Gesetze: EStG § 4 Abs. 1, EStG § 5 Abs. 1, EStG § 15 Abs. 1 Nr. 1, EStG § 15 Abs. 2, HGB § 249 Abs. 1, HGB § 246 Abs. 1 S. 1, FGO § 142 Abs. 1, FGO § 114, AO § 162

Betrügerisch erlangte Kundengelder eines Unternehmensberaters als gewerbliche Einkünfte

Passivierungspflicht der Rückzahlungsverbindlichkeiten für betrügerisch einbehaltene Kundengelder auch bei Zahlungsunfähigkeit des Schuldners

Leitsatz

1. Stellt ein Unternehmensberater zahlreichen Kunden die Vermittlung von Darlehen in Aussicht, schließt er mit den Kunden entsprechende Darlehensverträge, worin sich die Kunden verpflichten, für die Vermittlung und als Voraussetzung für die Auszahlung des Darlehens „Eigenkapitalleistungen” i. H. v. bis zu 10 % der zu vermittelnden Darlehenssumme an den Unternehmensberater zu erbringen, und kommt der Unternehmensberater seiner für den Fall der Erfolglosigkeit der Darlehensvermittlung übernommenen Verpflichtung, die vereinnahmten „Eigenkapitalzahlungen” ohne Abzug an die Kunden zurückzuzahlen, in mindestens 31 Fällen in betrügerischer Absicht nicht nach, so sind die betrügerisch erlangten Kundengelder als Einkünfte aus Gewerbebetrieb i. S. d. § 15 Abs. 1 Nr. 1, Abs. 2 EStG zu qualifizieren.

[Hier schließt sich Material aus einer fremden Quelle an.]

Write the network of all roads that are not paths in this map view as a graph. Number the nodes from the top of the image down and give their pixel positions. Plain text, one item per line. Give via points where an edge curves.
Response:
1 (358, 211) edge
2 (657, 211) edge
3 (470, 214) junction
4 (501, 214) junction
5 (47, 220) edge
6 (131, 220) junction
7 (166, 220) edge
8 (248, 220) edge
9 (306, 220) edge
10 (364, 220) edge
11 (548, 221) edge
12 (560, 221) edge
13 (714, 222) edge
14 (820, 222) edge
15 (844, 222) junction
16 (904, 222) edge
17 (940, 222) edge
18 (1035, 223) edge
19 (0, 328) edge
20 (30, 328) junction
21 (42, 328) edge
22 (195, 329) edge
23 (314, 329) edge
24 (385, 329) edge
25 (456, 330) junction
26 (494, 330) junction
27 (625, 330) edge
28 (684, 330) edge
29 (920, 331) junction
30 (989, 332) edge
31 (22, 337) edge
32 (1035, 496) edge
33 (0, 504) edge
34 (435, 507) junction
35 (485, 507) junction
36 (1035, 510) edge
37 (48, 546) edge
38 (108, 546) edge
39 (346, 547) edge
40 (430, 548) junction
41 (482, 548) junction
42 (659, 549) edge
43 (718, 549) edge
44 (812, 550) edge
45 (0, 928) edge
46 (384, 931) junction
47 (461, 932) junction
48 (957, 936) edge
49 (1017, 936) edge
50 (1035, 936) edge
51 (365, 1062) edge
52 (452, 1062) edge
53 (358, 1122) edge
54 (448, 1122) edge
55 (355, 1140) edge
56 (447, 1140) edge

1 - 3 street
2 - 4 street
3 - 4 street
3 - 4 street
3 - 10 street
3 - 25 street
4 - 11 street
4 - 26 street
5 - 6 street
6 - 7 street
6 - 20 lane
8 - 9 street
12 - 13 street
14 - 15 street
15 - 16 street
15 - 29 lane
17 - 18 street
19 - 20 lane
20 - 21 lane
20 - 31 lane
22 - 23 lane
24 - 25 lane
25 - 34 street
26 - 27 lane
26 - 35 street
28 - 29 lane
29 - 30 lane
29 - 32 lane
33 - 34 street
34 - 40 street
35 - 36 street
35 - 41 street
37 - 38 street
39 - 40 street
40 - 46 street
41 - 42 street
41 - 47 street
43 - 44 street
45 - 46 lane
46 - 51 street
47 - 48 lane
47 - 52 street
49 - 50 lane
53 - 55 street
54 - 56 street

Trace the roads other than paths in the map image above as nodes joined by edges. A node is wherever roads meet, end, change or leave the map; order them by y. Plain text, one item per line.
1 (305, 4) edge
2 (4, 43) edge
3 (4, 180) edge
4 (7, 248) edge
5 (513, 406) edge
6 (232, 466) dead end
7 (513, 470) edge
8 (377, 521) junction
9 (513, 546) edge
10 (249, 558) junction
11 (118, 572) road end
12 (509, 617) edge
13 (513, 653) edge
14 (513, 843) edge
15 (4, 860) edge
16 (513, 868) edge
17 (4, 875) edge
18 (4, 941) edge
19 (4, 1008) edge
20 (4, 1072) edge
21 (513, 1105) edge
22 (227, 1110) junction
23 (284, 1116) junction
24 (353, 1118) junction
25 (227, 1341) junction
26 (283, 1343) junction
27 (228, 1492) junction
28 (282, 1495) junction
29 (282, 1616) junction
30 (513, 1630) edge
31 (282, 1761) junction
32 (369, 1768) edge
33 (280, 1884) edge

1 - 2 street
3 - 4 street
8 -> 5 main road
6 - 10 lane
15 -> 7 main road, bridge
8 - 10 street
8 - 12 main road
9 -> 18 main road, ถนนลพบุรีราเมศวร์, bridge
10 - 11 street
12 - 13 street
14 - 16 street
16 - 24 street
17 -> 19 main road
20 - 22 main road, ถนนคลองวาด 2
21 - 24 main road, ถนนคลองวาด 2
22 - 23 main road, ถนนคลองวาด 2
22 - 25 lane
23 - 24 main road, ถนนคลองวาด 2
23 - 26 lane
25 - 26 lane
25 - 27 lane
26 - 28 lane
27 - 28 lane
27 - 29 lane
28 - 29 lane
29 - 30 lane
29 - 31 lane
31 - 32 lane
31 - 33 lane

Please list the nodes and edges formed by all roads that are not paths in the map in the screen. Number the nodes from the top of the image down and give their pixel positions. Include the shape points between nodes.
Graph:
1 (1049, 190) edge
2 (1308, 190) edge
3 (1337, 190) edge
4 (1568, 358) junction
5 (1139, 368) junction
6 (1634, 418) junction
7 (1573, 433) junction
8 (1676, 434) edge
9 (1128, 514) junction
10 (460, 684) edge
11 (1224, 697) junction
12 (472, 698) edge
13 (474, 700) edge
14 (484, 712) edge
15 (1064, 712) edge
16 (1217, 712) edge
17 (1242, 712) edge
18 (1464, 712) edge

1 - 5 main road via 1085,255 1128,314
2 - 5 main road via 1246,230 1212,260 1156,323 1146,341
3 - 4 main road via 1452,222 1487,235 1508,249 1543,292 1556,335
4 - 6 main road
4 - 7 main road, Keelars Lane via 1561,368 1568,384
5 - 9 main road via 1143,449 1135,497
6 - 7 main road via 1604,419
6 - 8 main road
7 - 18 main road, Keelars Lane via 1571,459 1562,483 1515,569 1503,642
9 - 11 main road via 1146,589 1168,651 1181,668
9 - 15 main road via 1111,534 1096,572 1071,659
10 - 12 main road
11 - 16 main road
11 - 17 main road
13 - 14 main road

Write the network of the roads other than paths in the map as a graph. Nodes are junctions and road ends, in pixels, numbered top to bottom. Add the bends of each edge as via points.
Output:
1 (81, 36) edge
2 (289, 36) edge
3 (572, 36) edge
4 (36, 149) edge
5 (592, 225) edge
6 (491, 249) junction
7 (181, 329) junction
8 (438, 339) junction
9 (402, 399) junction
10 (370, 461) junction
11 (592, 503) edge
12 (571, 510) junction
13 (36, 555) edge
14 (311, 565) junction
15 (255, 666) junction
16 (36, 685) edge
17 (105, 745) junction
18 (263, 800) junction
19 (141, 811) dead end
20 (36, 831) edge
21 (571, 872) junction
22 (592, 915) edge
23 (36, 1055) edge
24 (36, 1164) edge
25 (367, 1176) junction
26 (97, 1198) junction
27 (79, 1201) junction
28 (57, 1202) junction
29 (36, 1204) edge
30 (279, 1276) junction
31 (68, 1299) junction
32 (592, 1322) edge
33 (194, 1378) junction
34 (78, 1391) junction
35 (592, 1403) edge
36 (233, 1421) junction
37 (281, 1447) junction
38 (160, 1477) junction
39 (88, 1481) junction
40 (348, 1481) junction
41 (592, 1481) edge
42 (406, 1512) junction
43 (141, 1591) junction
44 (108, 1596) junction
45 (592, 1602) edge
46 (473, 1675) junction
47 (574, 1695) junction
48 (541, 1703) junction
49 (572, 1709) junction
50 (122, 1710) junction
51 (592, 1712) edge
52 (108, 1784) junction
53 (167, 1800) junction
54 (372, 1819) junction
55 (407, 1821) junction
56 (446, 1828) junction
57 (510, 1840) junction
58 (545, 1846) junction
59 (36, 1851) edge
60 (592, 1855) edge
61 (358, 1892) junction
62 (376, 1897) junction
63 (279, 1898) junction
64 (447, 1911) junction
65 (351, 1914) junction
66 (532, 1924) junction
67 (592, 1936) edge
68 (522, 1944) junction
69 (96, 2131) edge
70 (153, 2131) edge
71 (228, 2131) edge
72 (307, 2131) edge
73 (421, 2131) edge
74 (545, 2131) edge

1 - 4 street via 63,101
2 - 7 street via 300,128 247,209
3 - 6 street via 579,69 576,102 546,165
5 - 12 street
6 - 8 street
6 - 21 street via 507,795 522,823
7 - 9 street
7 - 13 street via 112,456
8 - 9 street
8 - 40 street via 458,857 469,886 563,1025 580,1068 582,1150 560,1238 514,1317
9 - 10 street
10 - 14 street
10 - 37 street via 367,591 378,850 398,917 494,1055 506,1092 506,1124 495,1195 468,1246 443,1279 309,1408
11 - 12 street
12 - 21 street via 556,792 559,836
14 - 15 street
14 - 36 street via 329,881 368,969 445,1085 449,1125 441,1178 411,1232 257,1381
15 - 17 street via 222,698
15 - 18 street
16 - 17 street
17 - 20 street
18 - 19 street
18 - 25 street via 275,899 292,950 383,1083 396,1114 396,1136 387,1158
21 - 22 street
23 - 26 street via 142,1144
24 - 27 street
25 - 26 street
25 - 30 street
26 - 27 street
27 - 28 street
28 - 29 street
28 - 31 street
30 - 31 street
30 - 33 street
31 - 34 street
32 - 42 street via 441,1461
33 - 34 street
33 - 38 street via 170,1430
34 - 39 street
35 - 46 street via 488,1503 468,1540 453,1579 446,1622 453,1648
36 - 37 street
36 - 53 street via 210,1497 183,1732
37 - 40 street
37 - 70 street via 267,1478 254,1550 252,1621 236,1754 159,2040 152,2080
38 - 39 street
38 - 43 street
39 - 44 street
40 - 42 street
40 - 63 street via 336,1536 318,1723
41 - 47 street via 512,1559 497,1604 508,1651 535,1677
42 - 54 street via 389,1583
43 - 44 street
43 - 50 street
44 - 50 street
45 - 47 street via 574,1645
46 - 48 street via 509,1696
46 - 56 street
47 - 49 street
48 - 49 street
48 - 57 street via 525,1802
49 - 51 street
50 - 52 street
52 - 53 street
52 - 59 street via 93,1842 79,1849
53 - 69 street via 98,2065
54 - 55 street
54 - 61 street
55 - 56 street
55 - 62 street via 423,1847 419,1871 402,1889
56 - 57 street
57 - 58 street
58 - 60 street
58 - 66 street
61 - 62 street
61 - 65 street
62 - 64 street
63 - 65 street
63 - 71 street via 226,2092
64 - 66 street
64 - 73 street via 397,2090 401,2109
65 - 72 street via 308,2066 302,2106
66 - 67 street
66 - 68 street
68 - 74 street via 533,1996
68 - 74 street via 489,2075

2. Hat das Finanzamt die gewerblichen Einkünfte des Unternehmensberaters anhand geschätzter Besteuerungsgrundlagen durch Betriebsvermögensvergleich ermittelt, so war bei Aktivierung der Ansprüche auf Zahlung der 10 %-igen „Eigenkapitalzahlungen” im Hinblick auf die damit verbundenen, möglichen Rückzahlungsverpflichtungen jeweils eine Rückstellung für ungewisse Verbindlichkeiten gem. § 249 Abs. 1 HGB zu passivieren. Diese Rückstellungen waren später jeweils im Wege eines Passivtauschs als Verbindlichkeiten zu erfassen, wenn es nicht zu einer Auszahlung der Darlehensvaluta kam und somit eine vertragliche Verpflichtung zur Rückzahlung der erhaltenen „Eigenkapitalzahlungen” entstand (hier: nach Ablauf eines Jahres seit Darlehensabschluss).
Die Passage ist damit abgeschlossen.